◆ Saved data entries

------------------------------------------------

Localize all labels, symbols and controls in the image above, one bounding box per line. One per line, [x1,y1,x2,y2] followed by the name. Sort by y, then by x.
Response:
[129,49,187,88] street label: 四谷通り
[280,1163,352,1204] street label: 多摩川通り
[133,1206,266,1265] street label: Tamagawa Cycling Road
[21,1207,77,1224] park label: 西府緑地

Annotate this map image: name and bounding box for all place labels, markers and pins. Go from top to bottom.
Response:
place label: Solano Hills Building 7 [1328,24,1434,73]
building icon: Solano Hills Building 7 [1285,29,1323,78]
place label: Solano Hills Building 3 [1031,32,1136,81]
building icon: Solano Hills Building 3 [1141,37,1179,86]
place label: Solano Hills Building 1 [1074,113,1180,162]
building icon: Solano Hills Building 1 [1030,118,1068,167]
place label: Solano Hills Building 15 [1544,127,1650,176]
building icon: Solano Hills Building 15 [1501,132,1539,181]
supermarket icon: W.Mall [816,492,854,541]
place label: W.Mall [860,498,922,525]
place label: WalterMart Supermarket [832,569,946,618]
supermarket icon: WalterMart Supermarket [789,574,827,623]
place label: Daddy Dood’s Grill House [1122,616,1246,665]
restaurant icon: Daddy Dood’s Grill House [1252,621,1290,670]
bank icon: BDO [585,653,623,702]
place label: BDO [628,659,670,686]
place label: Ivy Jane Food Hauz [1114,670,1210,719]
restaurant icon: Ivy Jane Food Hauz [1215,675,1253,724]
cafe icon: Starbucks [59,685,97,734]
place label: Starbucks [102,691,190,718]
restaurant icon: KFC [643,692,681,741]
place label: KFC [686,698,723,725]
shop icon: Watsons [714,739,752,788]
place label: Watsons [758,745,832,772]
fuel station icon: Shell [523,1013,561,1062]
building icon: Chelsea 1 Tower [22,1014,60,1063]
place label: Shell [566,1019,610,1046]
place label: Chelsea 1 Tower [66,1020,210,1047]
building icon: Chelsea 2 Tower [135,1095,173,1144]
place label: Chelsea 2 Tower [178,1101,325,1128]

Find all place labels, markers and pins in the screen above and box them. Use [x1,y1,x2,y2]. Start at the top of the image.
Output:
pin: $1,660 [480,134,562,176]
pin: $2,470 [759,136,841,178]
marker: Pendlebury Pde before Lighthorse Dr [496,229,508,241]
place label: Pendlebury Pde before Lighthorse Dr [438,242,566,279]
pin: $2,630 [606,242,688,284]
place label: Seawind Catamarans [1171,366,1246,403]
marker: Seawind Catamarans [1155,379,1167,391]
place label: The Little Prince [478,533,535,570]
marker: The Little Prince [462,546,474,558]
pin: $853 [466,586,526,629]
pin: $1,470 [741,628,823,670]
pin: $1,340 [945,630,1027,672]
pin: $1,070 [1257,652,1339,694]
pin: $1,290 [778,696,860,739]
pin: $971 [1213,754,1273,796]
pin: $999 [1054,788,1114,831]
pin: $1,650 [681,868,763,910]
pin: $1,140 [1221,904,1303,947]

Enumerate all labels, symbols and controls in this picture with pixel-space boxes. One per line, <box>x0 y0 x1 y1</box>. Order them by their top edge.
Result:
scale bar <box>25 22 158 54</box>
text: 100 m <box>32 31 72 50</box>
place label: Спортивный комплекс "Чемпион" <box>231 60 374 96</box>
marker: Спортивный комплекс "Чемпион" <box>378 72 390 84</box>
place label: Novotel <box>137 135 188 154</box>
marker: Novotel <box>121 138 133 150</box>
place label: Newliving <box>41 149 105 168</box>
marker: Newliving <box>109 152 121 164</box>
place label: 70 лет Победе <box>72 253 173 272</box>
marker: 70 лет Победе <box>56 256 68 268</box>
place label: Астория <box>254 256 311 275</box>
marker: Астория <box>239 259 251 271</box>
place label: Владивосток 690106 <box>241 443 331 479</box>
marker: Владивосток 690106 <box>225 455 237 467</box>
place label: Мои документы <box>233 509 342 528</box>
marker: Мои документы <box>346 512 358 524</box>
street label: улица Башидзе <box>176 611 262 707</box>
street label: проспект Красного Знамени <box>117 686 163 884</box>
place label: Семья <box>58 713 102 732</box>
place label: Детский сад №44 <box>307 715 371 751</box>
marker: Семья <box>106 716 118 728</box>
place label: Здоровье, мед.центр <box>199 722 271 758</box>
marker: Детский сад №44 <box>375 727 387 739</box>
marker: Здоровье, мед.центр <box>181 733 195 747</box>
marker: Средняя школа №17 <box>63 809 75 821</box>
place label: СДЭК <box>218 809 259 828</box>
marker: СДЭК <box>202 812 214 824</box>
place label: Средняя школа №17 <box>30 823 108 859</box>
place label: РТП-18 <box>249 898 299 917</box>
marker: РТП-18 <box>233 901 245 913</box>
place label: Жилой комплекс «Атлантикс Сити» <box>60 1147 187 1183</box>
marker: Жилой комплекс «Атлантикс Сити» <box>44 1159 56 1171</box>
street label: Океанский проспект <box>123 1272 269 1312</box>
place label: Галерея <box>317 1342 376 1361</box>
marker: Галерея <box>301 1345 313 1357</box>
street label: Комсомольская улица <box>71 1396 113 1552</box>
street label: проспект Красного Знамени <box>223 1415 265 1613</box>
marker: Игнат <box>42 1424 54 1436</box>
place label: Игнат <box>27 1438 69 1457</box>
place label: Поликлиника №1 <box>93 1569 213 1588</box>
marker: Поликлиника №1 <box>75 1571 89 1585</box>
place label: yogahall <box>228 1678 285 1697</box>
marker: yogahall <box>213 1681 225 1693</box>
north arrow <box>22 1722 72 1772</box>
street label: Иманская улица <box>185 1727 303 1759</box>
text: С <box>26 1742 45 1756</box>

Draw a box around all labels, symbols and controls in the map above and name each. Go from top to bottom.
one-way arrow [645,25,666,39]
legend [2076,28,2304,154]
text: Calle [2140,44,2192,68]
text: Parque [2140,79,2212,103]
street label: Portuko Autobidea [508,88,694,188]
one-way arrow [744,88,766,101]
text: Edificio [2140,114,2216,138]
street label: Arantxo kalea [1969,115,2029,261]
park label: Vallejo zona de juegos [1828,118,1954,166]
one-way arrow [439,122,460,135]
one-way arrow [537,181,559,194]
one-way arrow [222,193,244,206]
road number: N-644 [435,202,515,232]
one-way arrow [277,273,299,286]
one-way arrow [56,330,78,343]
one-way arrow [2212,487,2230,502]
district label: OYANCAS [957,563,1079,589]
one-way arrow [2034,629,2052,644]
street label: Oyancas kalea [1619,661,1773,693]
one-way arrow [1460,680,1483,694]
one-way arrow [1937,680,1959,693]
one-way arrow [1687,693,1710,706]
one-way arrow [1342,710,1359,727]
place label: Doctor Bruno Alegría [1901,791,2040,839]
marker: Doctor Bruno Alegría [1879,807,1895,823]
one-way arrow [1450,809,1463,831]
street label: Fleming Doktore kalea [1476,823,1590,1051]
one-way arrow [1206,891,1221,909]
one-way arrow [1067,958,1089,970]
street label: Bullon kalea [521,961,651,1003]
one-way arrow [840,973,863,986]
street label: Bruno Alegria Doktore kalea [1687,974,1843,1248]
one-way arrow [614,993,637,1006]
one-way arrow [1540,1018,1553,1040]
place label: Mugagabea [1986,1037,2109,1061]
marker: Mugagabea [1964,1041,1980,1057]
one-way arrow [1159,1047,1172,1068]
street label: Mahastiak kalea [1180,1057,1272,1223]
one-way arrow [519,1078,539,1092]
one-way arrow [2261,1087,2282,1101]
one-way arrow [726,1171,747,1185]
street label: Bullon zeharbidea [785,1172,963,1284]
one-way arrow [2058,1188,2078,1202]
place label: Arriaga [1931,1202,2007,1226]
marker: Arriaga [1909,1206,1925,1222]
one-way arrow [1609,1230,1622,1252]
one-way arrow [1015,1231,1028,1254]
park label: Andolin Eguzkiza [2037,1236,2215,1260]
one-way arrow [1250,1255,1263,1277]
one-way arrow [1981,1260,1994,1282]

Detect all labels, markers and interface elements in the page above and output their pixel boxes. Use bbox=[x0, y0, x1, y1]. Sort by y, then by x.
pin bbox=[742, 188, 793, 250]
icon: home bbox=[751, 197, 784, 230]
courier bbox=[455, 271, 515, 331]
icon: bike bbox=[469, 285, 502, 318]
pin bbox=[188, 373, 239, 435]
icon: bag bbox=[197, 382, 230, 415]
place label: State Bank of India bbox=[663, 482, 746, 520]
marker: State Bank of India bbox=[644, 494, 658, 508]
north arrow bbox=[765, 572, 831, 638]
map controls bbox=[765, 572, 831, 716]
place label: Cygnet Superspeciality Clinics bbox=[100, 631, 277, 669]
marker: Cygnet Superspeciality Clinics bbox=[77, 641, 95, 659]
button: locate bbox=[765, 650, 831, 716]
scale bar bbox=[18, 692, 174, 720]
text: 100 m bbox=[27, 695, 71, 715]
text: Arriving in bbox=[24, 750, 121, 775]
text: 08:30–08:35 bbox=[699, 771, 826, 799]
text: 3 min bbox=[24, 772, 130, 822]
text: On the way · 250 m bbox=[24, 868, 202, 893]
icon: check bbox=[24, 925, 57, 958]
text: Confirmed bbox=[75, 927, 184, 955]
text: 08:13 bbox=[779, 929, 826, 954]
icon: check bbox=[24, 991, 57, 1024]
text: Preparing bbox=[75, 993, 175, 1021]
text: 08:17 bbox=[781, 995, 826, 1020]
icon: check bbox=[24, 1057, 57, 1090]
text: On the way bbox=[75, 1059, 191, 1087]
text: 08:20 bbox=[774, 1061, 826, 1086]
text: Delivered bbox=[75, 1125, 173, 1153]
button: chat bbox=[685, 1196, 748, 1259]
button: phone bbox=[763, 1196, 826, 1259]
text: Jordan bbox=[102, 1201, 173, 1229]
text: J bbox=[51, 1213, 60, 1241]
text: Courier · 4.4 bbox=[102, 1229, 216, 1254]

------------------------------------------------

◆ Task prompt
Show each line of the data that contains the string "проспект".

◆ Completed exercise
street label: проспект Красного Знамени <box>117 686 163 884</box>
street label: Океанский проспект <box>123 1272 269 1312</box>
street label: проспект Красного Знамени <box>223 1415 265 1613</box>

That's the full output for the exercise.